10.01.2012

angry poetry corner: "and now, to the dogs - " by kai-ming ko

We're getting poetic up here. It's time for another installment of Angry Poetry Corner, a regular weekly spotlight on the work of API poets -- not necessarily angry -- curated by Cara, our Angry Asian Intern.

Because you could use a little more poetry in your life.

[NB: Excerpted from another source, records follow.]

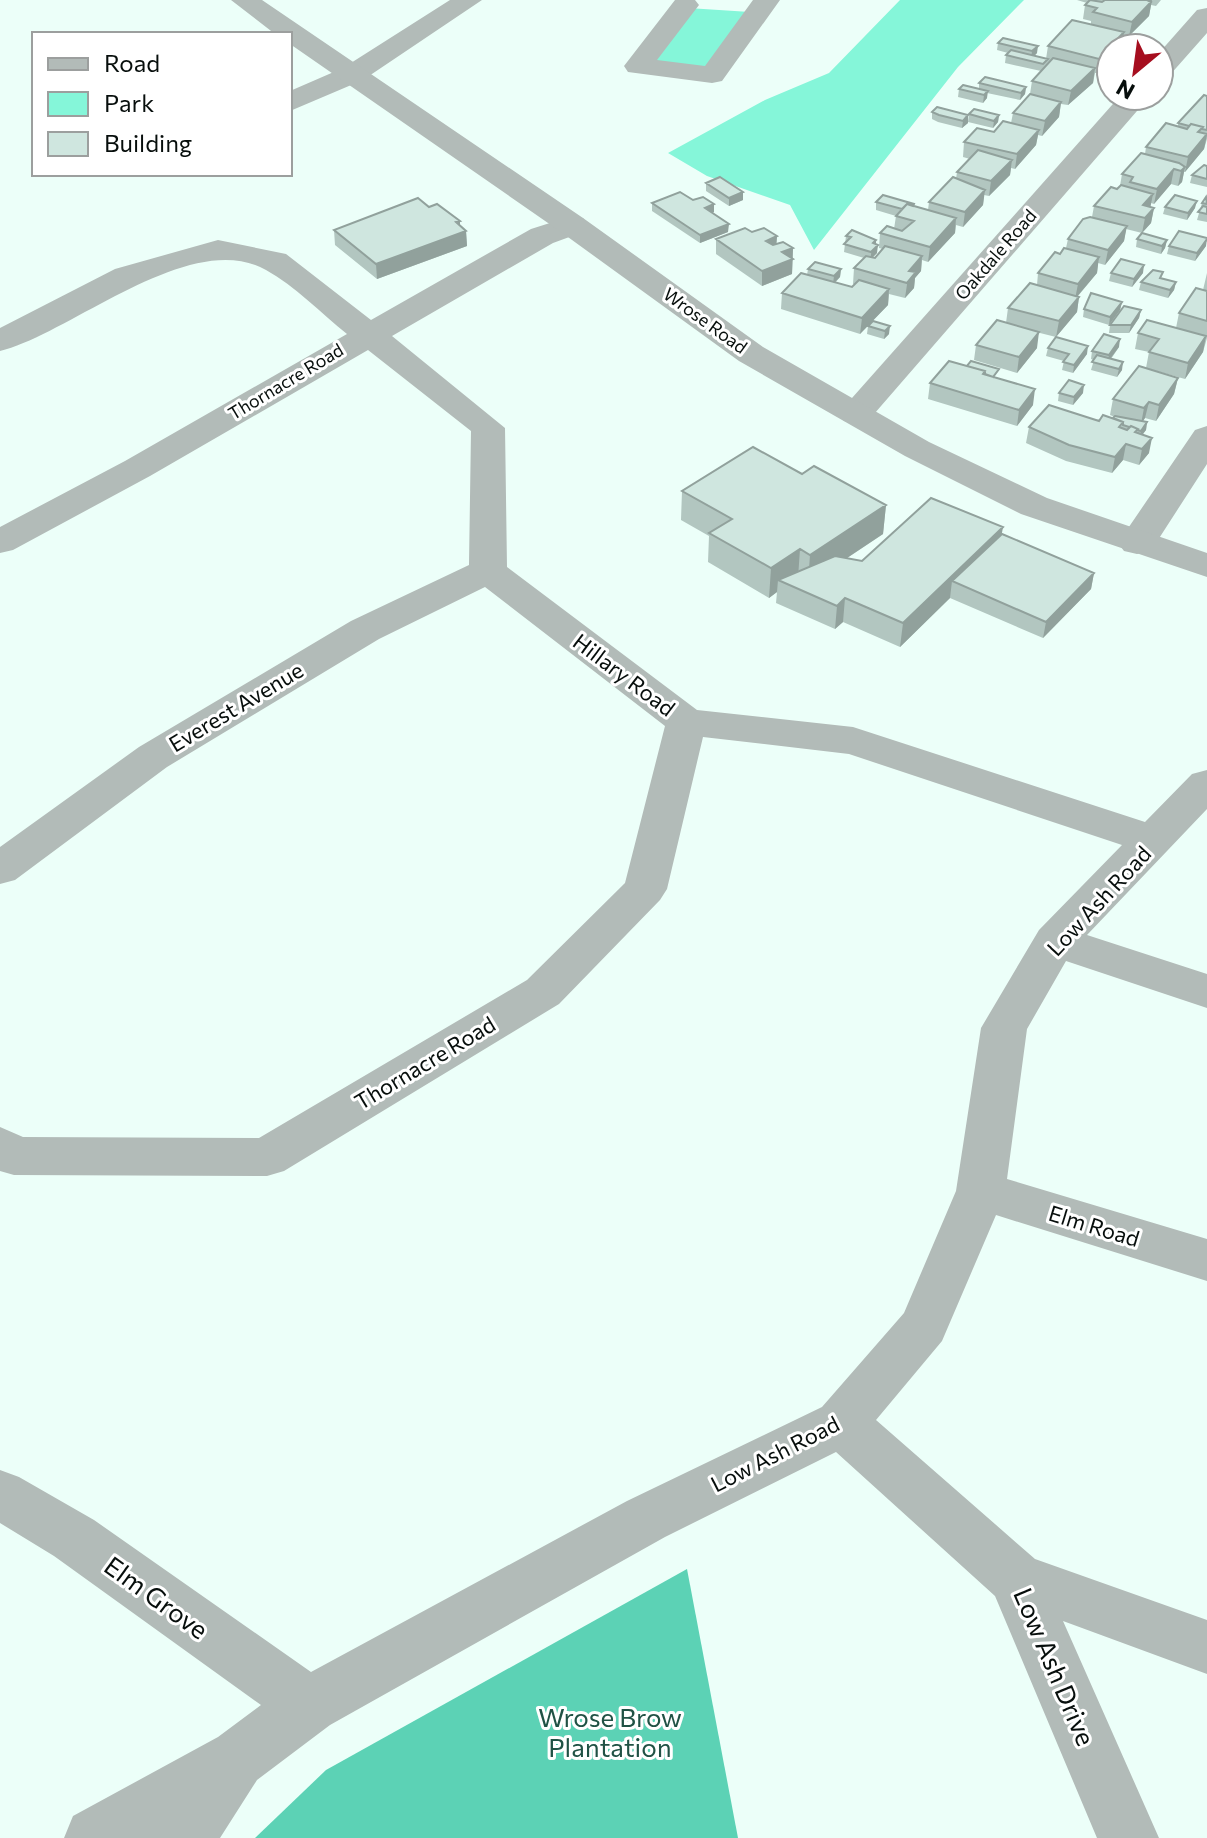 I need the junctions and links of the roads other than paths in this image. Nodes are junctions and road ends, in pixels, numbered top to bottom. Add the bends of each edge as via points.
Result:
1 (244, 0) edge
2 (469, 0) edge
3 (675, 2) edge
4 (763, 4) edge
5 (1207, 16) edge
6 (291, 32) edge
7 (292, 33) edge
8 (1175, 52) edge
9 (353, 74) junction
10 (292, 101) edge
11 (1122, 112) edge
12 (572, 225) junction
13 (365, 335) junction
14 (0, 341) edge
15 (856, 414) junction
16 (1207, 437) edge
17 (0, 542) edge
18 (1137, 543) junction
19 (1207, 566) edge
20 (488, 571) junction
21 (686, 722) junction
22 (1207, 784) edge
23 (1155, 841) junction
24 (0, 869) edge
25 (1055, 941) junction
26 (1207, 991) edge
27 (0, 1146) edge
28 (981, 1191) junction
29 (1207, 1260) edge
30 (841, 1423) junction
31 (0, 1494) edge
32 (1016, 1578) junction
33 (1207, 1647) edge
34 (309, 1705) junction
35 (239, 1758) junction
36 (95, 1838) edge
37 (184, 1838) edge
38 (1128, 1838) edge

1 - 6 street, Wrose Road
2 - 9 street
3 - 4 street
3 - 4 street via 638,66 712,75
5 - 8 street
7 - 9 street, Wrose Road
9 - 10 street
9 - 12 street, Wrose Road
11 - 15 street, Oakdale Road
12 - 13 street, Thornacre Road via 542,236
12 - 15 street, Wrose Road via 751,354
13 - 14 street via 275,261 218,249 126,276
13 - 17 street, Thornacre Road via 126,478
13 - 20 street via 488,428
15 - 18 street, Wrose Road via 1034,506
16 - 18 street
18 - 19 street, Wrose Road
20 - 21 street, Hillary Road
20 - 24 street, Everest Avenue via 365,630 153,757
21 - 23 street, Hillary Road via 853,741
21 - 27 street, Thornacre Road via 645,889 543,992 267,1157 14,1156
22 - 23 street, Low Ash Road
23 - 25 street, Low Ash Road
25 - 26 street
25 - 28 street, Low Ash Road via 1004,1028
28 - 29 street, Elm Road
28 - 30 street, Low Ash Road via 924,1326
30 - 32 street, Low Ash Drive
30 - 34 street, Low Ash Road via 646,1519
31 - 34 street, Elm Grove via 74,1538
32 - 33 street
32 - 38 street, Low Ash Drive
34 - 35 street, Low Ash Road
35 - 36 street, Low Ash Road
35 - 37 street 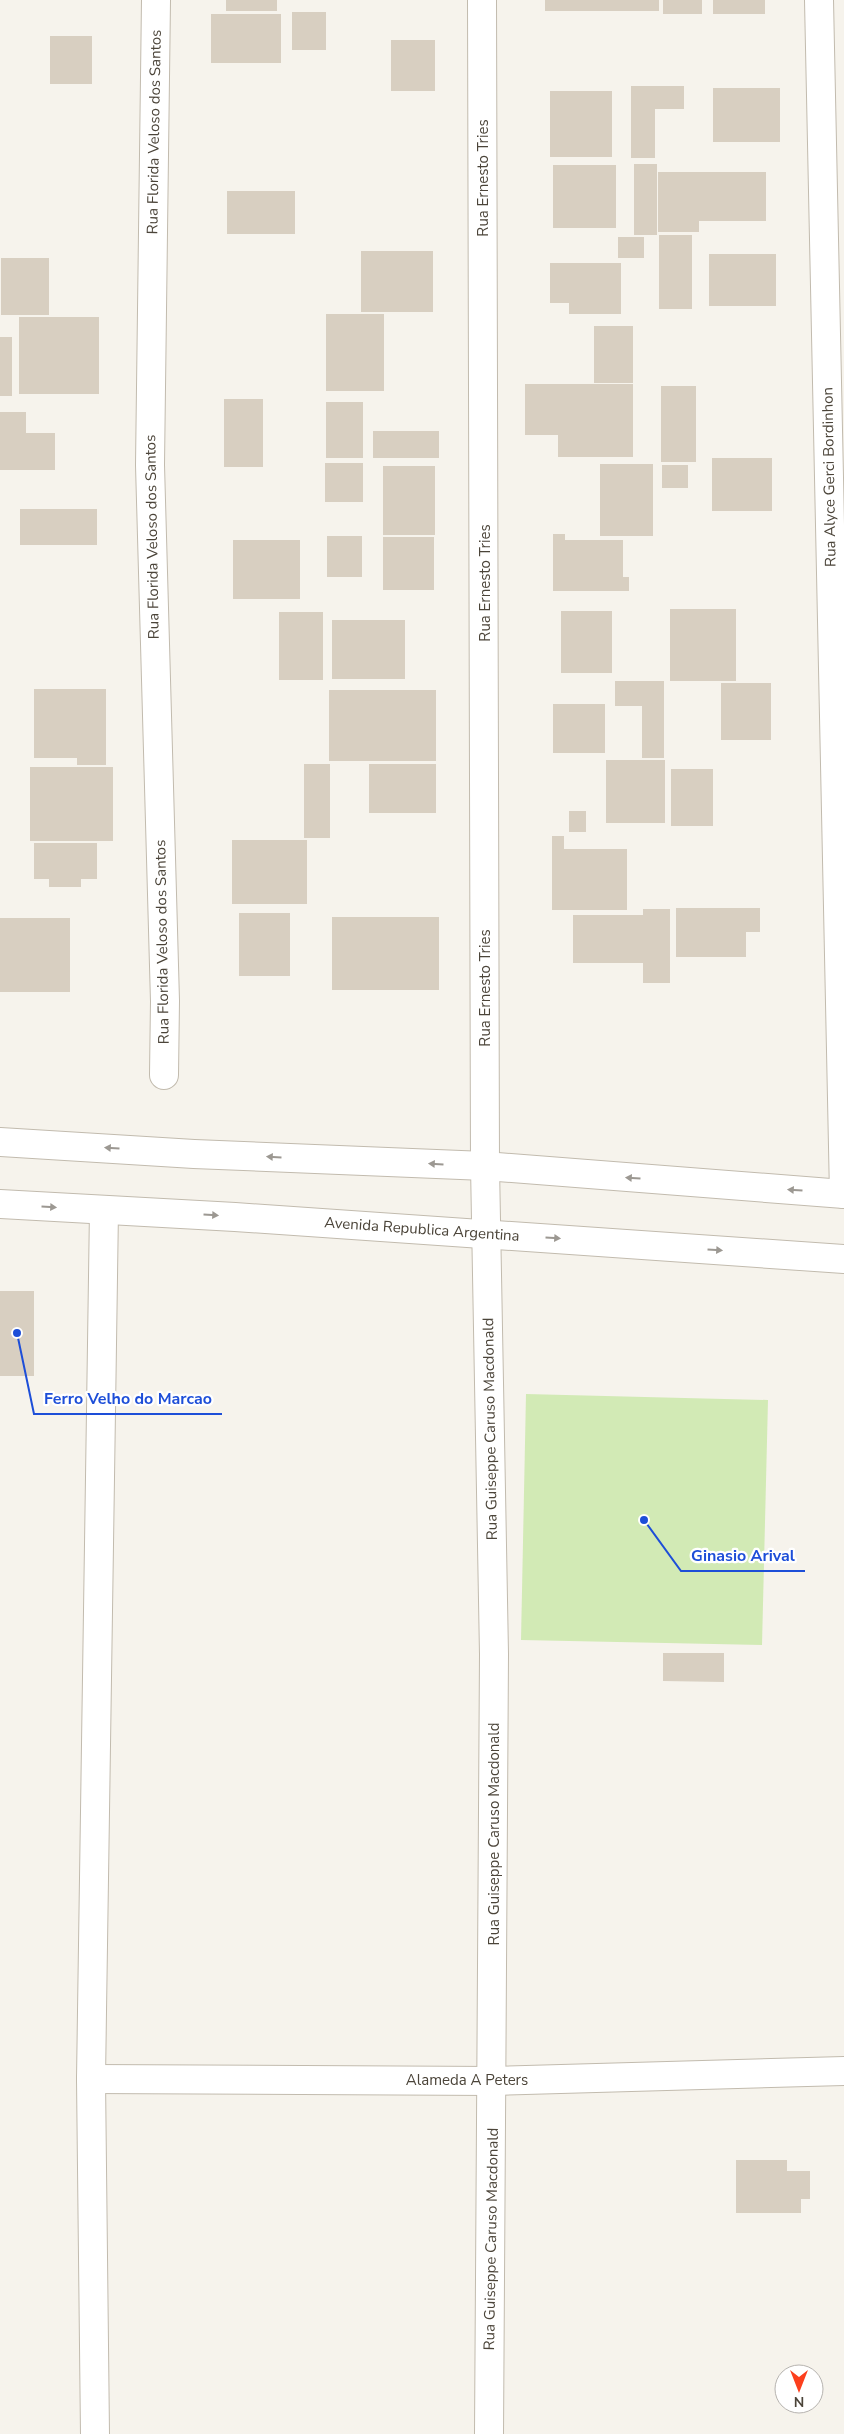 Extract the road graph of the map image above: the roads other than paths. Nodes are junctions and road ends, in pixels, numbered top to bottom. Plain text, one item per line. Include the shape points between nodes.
1 (156, 0) edge
2 (482, 0) edge
3 (819, 0) edge
4 (164, 1075) dead end
5 (0, 1142) edge
6 (485, 1166) junction
7 (844, 1194) edge
8 (0, 1204) edge
9 (104, 1210) junction
10 (487, 1234) junction
11 (844, 1259) edge
12 (844, 2071) edge
13 (90, 2079) junction
14 (493, 2082) junction
15 (95, 2434) edge
16 (489, 2434) edge

1 - 4 street, Rua Florida Veloso dos Santos via 150,465
2 - 6 street, Rua Ernesto Tries
3 - 7 street, Rua Alyce Gerci Bordinhon
6 -> 5 street
7 -> 6 street
6 - 10 street, Rua Ernesto Tries
8 -> 9 street, Avenida Republica Argentina
9 -> 10 street, Avenida Republica Argentina
9 - 13 street
10 -> 11 street, Avenida Republica Argentina
10 - 14 street, Rua Guiseppe Caruso Macdonald via 494,1654
12 - 14 street, Alameda A Peters
13 - 14 street, Alameda A Peters
13 - 15 street
14 - 16 street, Rua Guiseppe Caruso Macdonald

In the corner this week, a poem by Kai-Ming Ko:
"And now, to the dogs -"

Even then
young though we were
prettily named still stunk of rot
weighed down by disuse that came after
invasions displacements
you can pretend I wasn't loved before
but even salt-water stains
and if you found anything cutting into me
you never did tell

Such high hopes in that early dawn
bones scrubbed dry as a monument to
a new order, grids and straight lines
but rulers measure only as well as they are made
and Enlightenment ideals feed no children
pay no wages
fix no maddening leaks and hacking coughs
this is no side street, this is the true center
here men died on their own terms, rather than
to fix your original sins
of which
there were many

Rinse and repeat
truncheons and hoses
all the same color washes out
fist in air, in gut, in pain
it was all begging to you
bleach and green
more than one butcher came through these parts

No need to get sentimental
We smile in summer sunlight and lie
no longer named as woman but much more so than ever
what you have wrought
keeps the dogs at bay
now as you ever have
since we were young.
Kai-Ming Ko is a writer of poetry, speculative fiction, and non-pseudonymous nonfiction focusing on race and justice in the United States. He resides primarily in his head, and otherwise on the Northeast Corridor of the United States. You can find him at kaimingko.tumblr.com and follow him on Twitter @KaiMingKo.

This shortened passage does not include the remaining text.